- [DATA FOR THIS TASK]

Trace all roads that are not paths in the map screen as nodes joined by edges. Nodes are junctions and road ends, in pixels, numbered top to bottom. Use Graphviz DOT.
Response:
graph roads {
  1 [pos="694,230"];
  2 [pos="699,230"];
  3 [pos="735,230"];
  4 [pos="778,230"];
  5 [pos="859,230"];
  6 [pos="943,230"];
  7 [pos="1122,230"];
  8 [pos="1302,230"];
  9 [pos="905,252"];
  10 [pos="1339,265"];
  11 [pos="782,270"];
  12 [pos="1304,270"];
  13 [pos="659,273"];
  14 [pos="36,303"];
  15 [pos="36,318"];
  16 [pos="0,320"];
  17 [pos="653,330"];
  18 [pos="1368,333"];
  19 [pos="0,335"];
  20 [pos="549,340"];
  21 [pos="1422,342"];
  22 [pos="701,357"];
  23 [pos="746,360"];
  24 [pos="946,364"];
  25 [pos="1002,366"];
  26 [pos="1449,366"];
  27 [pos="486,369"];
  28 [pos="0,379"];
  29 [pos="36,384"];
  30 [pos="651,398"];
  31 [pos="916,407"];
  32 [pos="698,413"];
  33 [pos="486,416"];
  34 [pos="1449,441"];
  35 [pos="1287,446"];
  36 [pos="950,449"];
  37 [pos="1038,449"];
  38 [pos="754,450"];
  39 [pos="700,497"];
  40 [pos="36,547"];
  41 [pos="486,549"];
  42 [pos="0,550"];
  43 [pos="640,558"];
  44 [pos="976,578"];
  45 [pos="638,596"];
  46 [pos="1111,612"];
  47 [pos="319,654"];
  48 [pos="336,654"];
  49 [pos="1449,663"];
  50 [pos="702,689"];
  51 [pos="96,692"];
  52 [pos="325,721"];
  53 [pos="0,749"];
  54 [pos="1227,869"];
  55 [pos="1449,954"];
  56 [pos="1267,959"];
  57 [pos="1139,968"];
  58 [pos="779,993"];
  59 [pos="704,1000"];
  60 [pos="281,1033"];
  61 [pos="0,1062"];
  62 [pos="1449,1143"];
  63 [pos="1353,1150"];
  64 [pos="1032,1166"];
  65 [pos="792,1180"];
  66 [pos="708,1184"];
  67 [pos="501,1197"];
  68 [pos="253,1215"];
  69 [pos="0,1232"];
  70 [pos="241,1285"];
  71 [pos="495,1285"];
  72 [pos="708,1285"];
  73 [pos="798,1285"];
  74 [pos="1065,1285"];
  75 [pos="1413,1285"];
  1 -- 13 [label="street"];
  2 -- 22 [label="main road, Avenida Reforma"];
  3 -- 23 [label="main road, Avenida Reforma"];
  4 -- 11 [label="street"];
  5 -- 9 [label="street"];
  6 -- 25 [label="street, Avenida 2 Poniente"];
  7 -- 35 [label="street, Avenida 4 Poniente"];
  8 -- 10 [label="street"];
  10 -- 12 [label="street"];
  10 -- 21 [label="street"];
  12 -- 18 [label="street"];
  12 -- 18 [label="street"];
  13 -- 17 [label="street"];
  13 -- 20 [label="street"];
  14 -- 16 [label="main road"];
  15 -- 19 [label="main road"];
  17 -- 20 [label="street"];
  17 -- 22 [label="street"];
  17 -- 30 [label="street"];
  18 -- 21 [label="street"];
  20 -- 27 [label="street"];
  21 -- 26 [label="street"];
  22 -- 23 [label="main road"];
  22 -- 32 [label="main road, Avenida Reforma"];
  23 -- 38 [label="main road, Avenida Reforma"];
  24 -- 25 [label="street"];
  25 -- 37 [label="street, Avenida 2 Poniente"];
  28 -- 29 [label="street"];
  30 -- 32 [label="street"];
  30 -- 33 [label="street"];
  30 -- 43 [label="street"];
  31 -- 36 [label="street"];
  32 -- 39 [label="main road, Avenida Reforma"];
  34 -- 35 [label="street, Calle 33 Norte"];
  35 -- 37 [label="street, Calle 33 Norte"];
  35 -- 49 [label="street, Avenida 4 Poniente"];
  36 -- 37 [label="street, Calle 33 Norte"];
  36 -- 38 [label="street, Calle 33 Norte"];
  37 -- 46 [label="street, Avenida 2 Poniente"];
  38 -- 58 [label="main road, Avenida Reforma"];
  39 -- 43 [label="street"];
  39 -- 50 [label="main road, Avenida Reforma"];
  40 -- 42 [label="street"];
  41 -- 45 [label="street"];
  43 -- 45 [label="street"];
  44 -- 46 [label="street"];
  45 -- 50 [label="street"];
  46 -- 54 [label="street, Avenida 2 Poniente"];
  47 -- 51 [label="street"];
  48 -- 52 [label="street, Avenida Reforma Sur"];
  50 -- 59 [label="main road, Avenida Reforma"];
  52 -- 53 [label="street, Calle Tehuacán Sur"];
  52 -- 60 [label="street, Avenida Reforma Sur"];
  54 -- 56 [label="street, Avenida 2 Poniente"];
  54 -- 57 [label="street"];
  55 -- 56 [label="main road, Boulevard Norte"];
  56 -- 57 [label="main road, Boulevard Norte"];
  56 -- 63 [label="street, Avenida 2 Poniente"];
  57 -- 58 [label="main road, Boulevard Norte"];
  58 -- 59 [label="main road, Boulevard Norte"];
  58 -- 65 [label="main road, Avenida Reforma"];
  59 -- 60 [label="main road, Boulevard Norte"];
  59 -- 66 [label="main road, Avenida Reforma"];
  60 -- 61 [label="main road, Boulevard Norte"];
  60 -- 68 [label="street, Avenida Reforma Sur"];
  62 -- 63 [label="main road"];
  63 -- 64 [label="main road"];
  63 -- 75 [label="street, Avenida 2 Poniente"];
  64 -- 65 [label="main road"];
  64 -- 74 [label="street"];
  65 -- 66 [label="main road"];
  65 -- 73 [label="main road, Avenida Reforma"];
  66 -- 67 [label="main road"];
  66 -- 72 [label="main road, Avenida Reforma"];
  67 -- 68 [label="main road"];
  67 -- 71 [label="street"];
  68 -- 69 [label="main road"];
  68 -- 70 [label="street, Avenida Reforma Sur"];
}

- [TASK INSTRUCTIONS] Within the data, how many lines hold the word "Boulevard"? State the number alone.

- [COMPLETED TASK] 6